:: Material provided

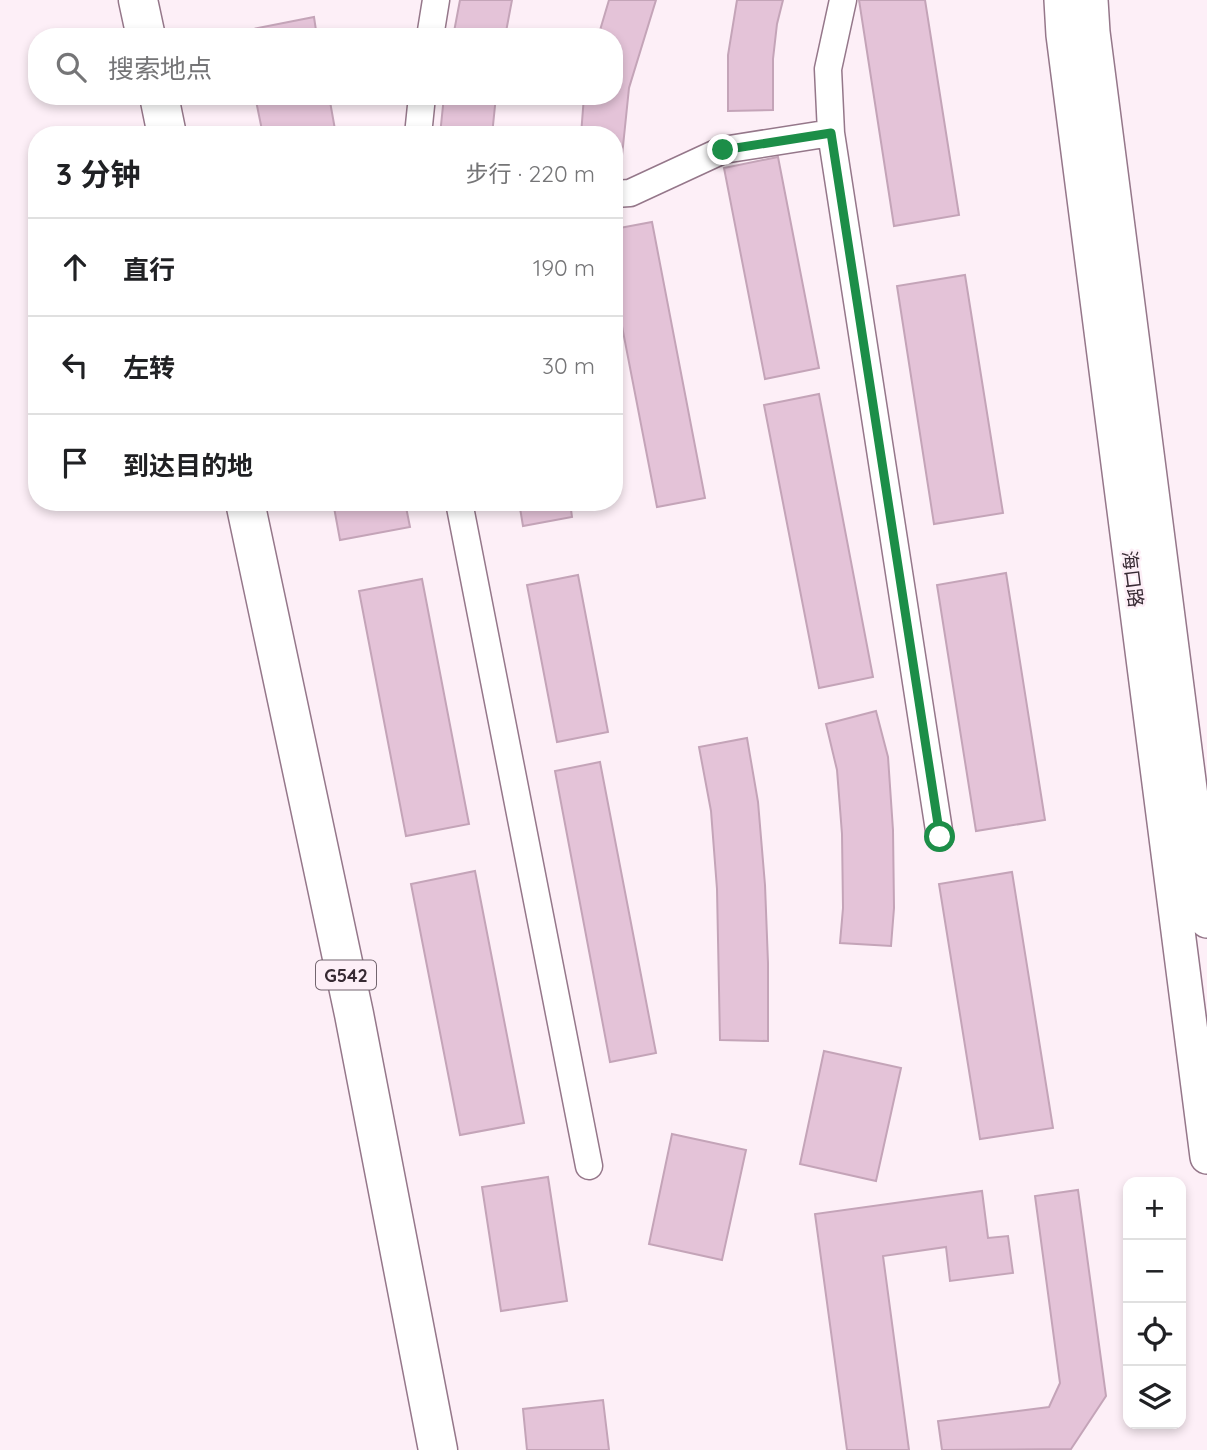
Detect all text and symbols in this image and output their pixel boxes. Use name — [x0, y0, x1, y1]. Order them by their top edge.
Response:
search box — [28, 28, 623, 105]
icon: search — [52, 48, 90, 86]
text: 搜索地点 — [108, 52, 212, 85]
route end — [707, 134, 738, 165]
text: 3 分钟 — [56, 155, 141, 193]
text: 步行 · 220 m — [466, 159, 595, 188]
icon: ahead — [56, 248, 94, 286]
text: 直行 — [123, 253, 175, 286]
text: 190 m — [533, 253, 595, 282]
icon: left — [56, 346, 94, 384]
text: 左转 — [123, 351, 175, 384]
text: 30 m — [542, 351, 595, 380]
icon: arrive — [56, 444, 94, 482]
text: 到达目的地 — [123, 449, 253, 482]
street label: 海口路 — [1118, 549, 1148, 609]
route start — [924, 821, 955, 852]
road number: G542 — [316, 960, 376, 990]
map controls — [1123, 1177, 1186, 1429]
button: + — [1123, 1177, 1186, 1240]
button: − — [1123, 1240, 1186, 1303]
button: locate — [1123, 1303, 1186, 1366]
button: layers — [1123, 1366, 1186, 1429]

::::

### Your goal
Copy all of the data above exactly. Leave out every picture.

### The completed task
Detect all text and symbols in this image and output their pixel boxes. Use name — [x0, y0, x1, y1]. Order them by their top edge.
Response:
search box — [28, 28, 623, 105]
icon: search — [52, 48, 90, 86]
text: 搜索地点 — [108, 52, 212, 85]
route end — [707, 134, 738, 165]
text: 3 分钟 — [56, 155, 141, 193]
text: 步行 · 220 m — [466, 159, 595, 188]
icon: ahead — [56, 248, 94, 286]
text: 直行 — [123, 253, 175, 286]
text: 190 m — [533, 253, 595, 282]
icon: left — [56, 346, 94, 384]
text: 左转 — [123, 351, 175, 384]
text: 30 m — [542, 351, 595, 380]
icon: arrive — [56, 444, 94, 482]
text: 到达目的地 — [123, 449, 253, 482]
street label: 海口路 — [1118, 549, 1148, 609]
route start — [924, 821, 955, 852]
road number: G542 — [316, 960, 376, 990]
map controls — [1123, 1177, 1186, 1429]
button: + — [1123, 1177, 1186, 1240]
button: − — [1123, 1240, 1186, 1303]
button: locate — [1123, 1303, 1186, 1366]
button: layers — [1123, 1366, 1186, 1429]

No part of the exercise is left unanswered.